The Working Families Tax Credit is expected to reduce child poverty by 20%, according to sponsor Sen. Andrew Gounardes, who modeled the tax credit after the federal expanded child tax credit funded in the American Rescue Plan, which expired. The federal program was estimated to have lifted 2.9 million children out of poverty, according to U.S. Census Bureau data.


The tax credit would expand to families with children under 3 years old and would include all New Yorkers, regardless of citizenship status, to help pay for groceries, utilities or other bills. It would combine and expand the state’s existing child tax credit with the Earned Income Tax Credit program funded with less than $1 billion in last year’s budget.

The proposal would require doubling investments for child and dependent tax credit programs to about $4 billion annually, according to the Citizens Budget Commission. However, the state’s fiscal outlook remains difficult, with budget gaps expected between $7 billion and $9 billion over the next several years, said Patrick Orecki, Citizens Budget Commission’s director of state studies.


Assembly Republicans are against including the expanded credit in the budget because undocumented immigrants are eligible for the program.
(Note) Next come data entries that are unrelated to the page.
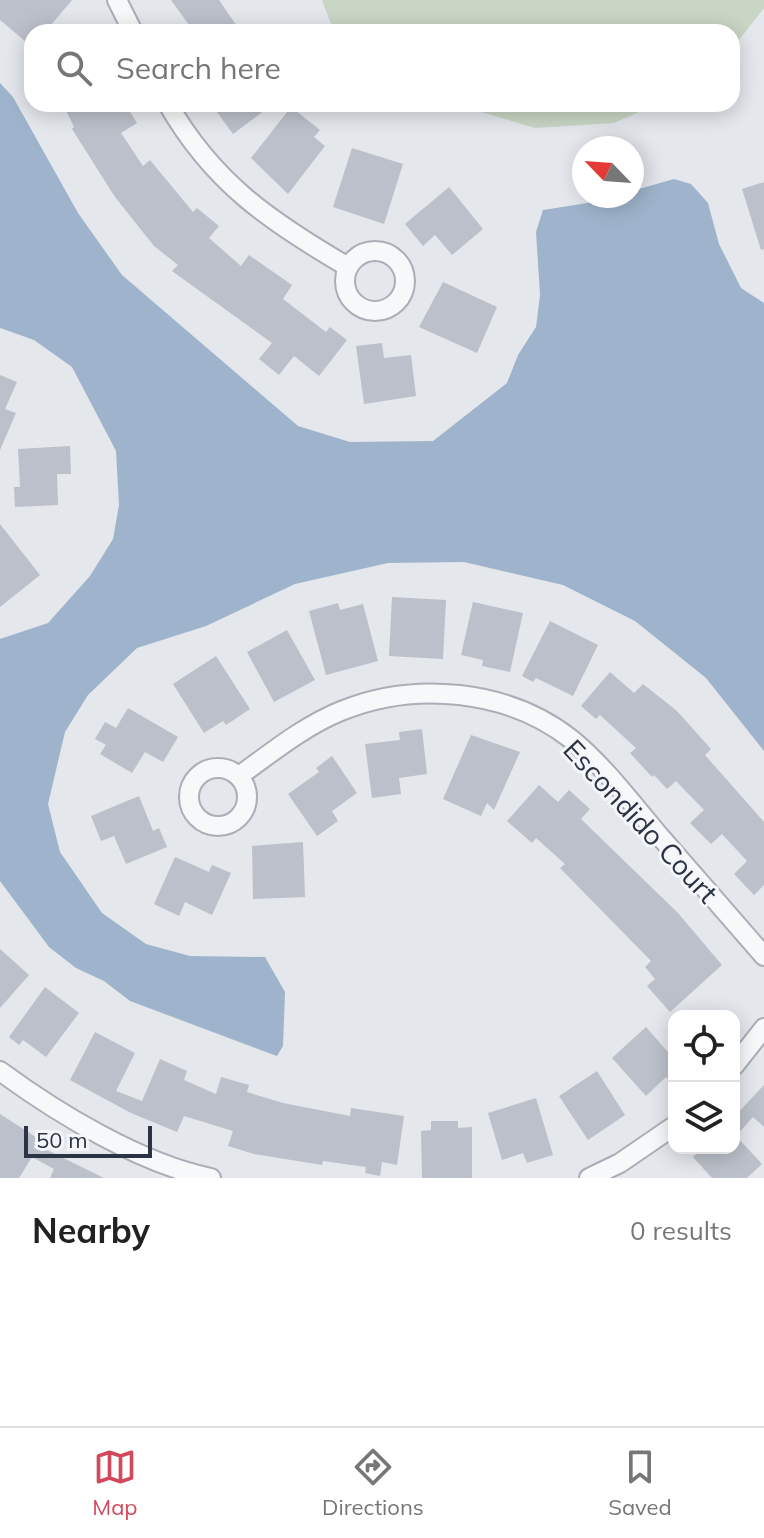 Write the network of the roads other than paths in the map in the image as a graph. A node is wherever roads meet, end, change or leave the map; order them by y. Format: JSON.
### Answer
{"nodes":[{"id":1,"x":117,"y":0,"type":"edge"},
{"id":2,"x":129,"y":24,"type":"edge"},
{"id":3,"x":173,"y":112,"type":"edge"},
{"id":4,"x":348,"y":267,"type":"dead end"},
{"id":5,"x":239,"y":776,"type":"dead end"},
{"id":6,"x":764,"y":956,"type":"edge"},
{"id":7,"x":764,"y":1028,"type":"edge"},
{"id":8,"x":740,"y":1058,"type":"edge"},
{"id":9,"x":0,"y":1071,"type":"edge"},
{"id":10,"x":668,"y":1130,"type":"edge"},
{"id":11,"x":211,"y":1178,"type":"edge"},
{"id":12,"x":589,"y":1178,"type":"edge"}],
"edges":[{"from":1,"to":2,"type":"street"},
{"from":3,"to":4,"type":"street"},
{"from":5,"to":6,"type":"street","name":"Escondido Court"},
{"from":7,"to":8,"type":"street"},
{"from":9,"to":11,"type":"street"},
{"from":10,"to":12,"type":"street"}]}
But Sen. Gounardes argues that with a $227 billion budget, the state can afford the credit to reduce child hunger and poverty for everyone.

Representatives with the Senate and Assembly said legislative leaders are continuing to conference these issues before they release their separate one-house budgets in the middle of next month. Budget hearings will continue when lawmakers return to Albany next week.

Hochul signed legislation last year requiring the state to decrease its rate of child poverty by 50% over the next decade. Lawmakers in support of funding the Working Families Tax Credit in the upcoming budget argue the governor didn’t include specific plans in her executive budget to reduce child poverty in the state in keeping with the law, and the expanded credit would be a way to do it.